L’annuncio arriva da uno degli uomini simbolo di Bergamo, l’allenatore dell’Atalanta dei miracoli, Gian Piero Gasperini: "Ho avuto il Covid-19", dichiara in una intervista alla Gazzetta dello sport. 

 

Il ritorno da Valencia e i primi sintomi

Tutto è successo a ridosso della partita di Coppa dei Campioni del 10 marzo a Valencia. "Le due notti successive a Zingonia (centro sportivo dell’Atalanta) ho dormito poco. Non avevo la febbre, ma mi sentivo a pezzi come se l'avessi avuta a 40 - racconta Gasperini -. Ogni due minuti passava un'ambulanza. Lì vicino c'è un ospedale. Sembrava di essere in guerra. Di notte pensavo: se vado lì dentro, cosa mi succede? Non posso andarmene ora, ho tante cosa da fare. Lo dicevo scherzando, per esorcizzare. Ma lo pensavo davvero. Sono rimasto tre settimane a Zingonia. Poi a Torino ho sempre rispettato il distanziamento da moglie e figli. Senza febbre non ho mai fatto il tampone. Dieci giorni fa i test sierologici hanno confermato che ho avuto il Covid-19. Ho gli anticorpi, che non vuol dire che ora sono immune".

 

I giorni durissimi e la speranza in un pallone

Il racconto del tecnico di Grugliasco tocca i giorni difficili della pandemia in una Bergamo martoriata, con la speranza che anche grazie al calcio si potrà tornare alla normalità. "L'Atalanta - dice - può aiutare Bergamo a ripartire, nel rispetto del dolore e dei lutti. La squadra è rimasta connessa con la sofferenza di Bergamo e la porterà in campo". Una forza in più - dice - che servirà "in Champions più che in campionato. La città merita una gioia fuori dal comune".

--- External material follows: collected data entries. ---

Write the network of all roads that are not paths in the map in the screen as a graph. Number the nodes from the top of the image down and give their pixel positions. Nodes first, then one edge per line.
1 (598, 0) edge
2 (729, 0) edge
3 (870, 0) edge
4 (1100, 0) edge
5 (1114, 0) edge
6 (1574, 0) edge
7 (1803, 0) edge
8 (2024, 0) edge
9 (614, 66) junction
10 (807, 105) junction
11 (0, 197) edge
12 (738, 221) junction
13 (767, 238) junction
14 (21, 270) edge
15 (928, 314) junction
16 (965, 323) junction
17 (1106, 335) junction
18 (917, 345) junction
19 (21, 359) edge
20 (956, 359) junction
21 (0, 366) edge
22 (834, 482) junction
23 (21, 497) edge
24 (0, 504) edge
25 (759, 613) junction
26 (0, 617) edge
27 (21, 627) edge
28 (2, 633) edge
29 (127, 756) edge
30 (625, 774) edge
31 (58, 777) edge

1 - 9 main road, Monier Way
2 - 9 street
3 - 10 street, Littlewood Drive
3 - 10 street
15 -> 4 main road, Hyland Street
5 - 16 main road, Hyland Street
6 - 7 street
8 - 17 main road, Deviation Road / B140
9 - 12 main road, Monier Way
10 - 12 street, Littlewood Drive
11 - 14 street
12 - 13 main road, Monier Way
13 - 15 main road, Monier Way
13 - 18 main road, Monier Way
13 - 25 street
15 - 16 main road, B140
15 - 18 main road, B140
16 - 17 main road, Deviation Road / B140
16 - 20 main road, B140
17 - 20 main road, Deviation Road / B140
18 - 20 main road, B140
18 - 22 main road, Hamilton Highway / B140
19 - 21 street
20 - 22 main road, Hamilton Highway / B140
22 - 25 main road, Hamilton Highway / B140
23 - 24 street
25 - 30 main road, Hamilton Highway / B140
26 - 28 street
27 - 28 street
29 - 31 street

Gasperini parla di Bergamo, e della "tristezza profonda, spessa, che respiri ovunque, per strada, negli occhi della gente, nei bar e nei ristoranti che tardano a riaprire, nei silenzi del mio collaboratore che ha perso il padre - aggiunge il tecnico piemontese -. Tutti vanno avanti, con forza e con un dolore composto. Ci vorranno anni per capire veramente che cos'è successo, perché proprio qui è stato il centro del male. Ogni volta che ci penso mi sembra assurdo: il picco storico di felicità sportiva è coinciso con il dolore più grande della città. Oggi mi sento ancora più bergamasco".